WHAT TO DO: If a picture appears in the records, leave it out and transcribe the rest exactly.

DATASET RECORDS:
"""

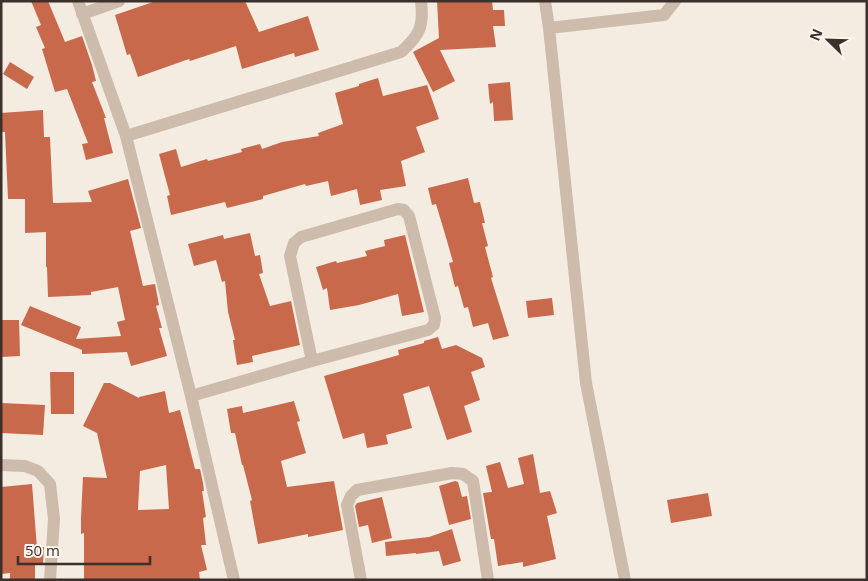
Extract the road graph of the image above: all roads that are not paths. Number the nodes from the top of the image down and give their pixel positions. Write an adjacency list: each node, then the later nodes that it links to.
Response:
1 (119, 1): 5 (street)
2 (421, 1): 7 (street)
3 (545, 1): 6 (street)
4 (675, 1): 6 (street)
5 (80, 7): 7 (street)
6 (549, 28): 15 (street)
7 (126, 136): 9 (street)
8 (312, 361): 8 (street); 9 (street)
9 (191, 396): 12 (street)
10 (1, 465): 11 (street)
11 (50, 580)
12 (234, 580)
13 (361, 580): 14 (street)
14 (488, 580)
15 (625, 580)

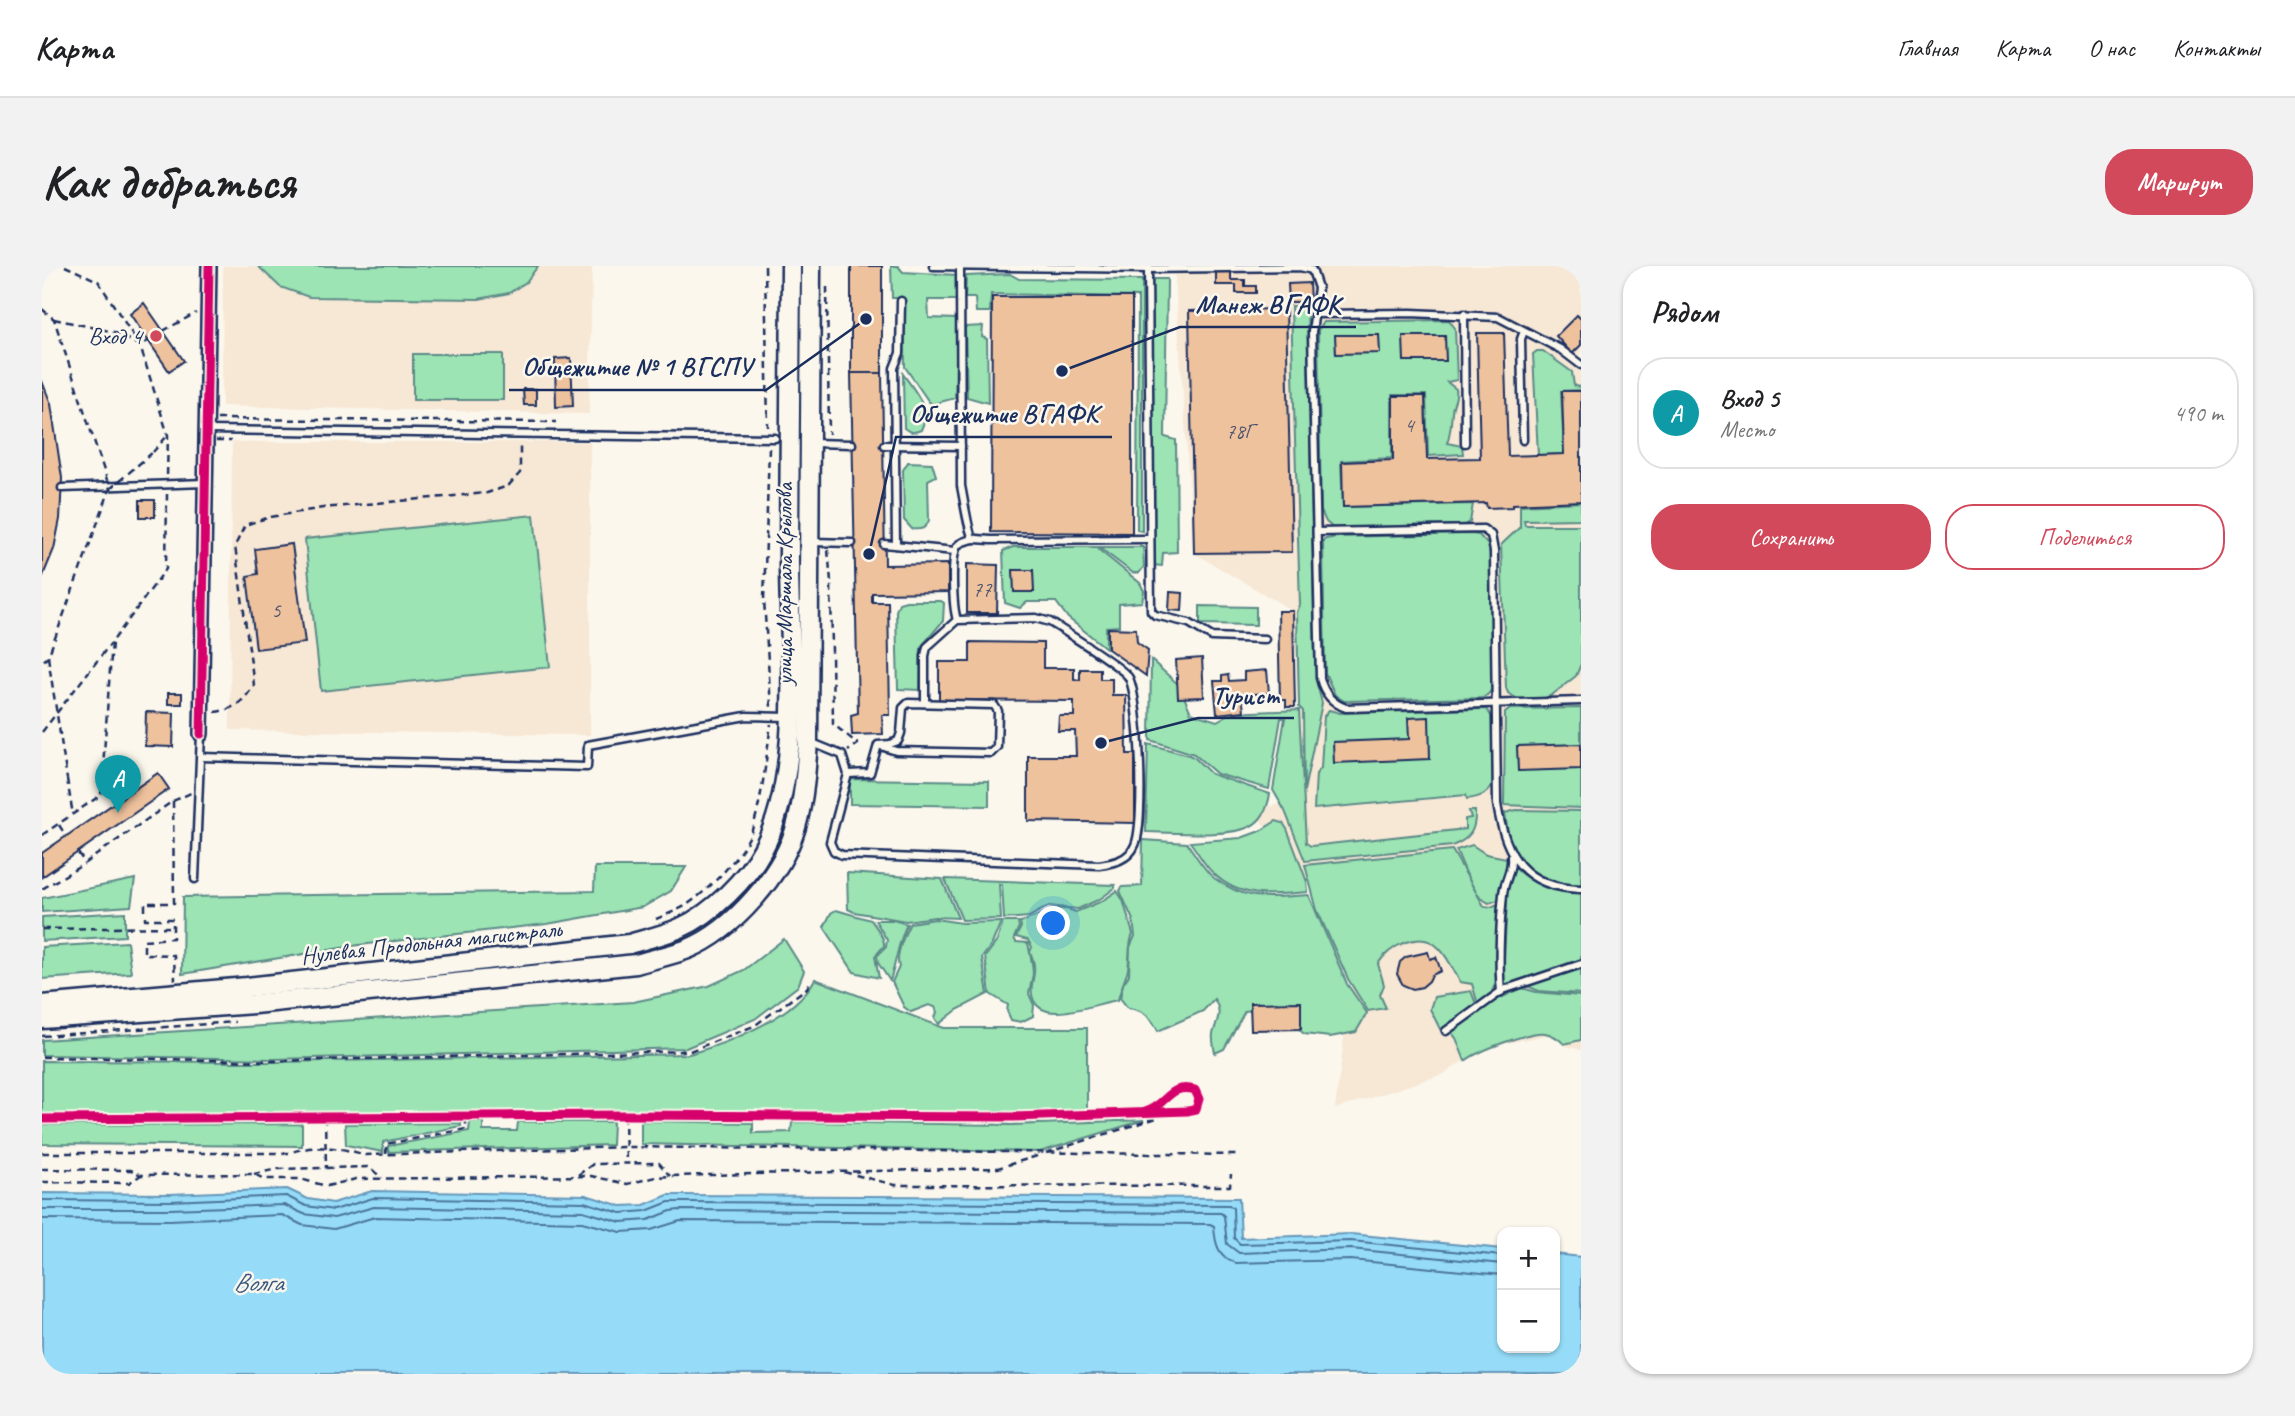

"""

REPLY TO THE EXERCISE:
Extract the road graph of the image above: all roads that are not paths. Number the nodes from the top of the image down and give their pixel positions. Write an adjacency list: each node, then the later nodes that it links to.
Response:
1 (119, 1): 5 (street)
2 (421, 1): 7 (street)
3 (545, 1): 6 (street)
4 (675, 1): 6 (street)
5 (80, 7): 7 (street)
6 (549, 28): 15 (street)
7 (126, 136): 9 (street)
8 (312, 361): 8 (street); 9 (street)
9 (191, 396): 12 (street)
10 (1, 465): 11 (street)
11 (50, 580)
12 (234, 580)
13 (361, 580): 14 (street)
14 (488, 580)
15 (625, 580)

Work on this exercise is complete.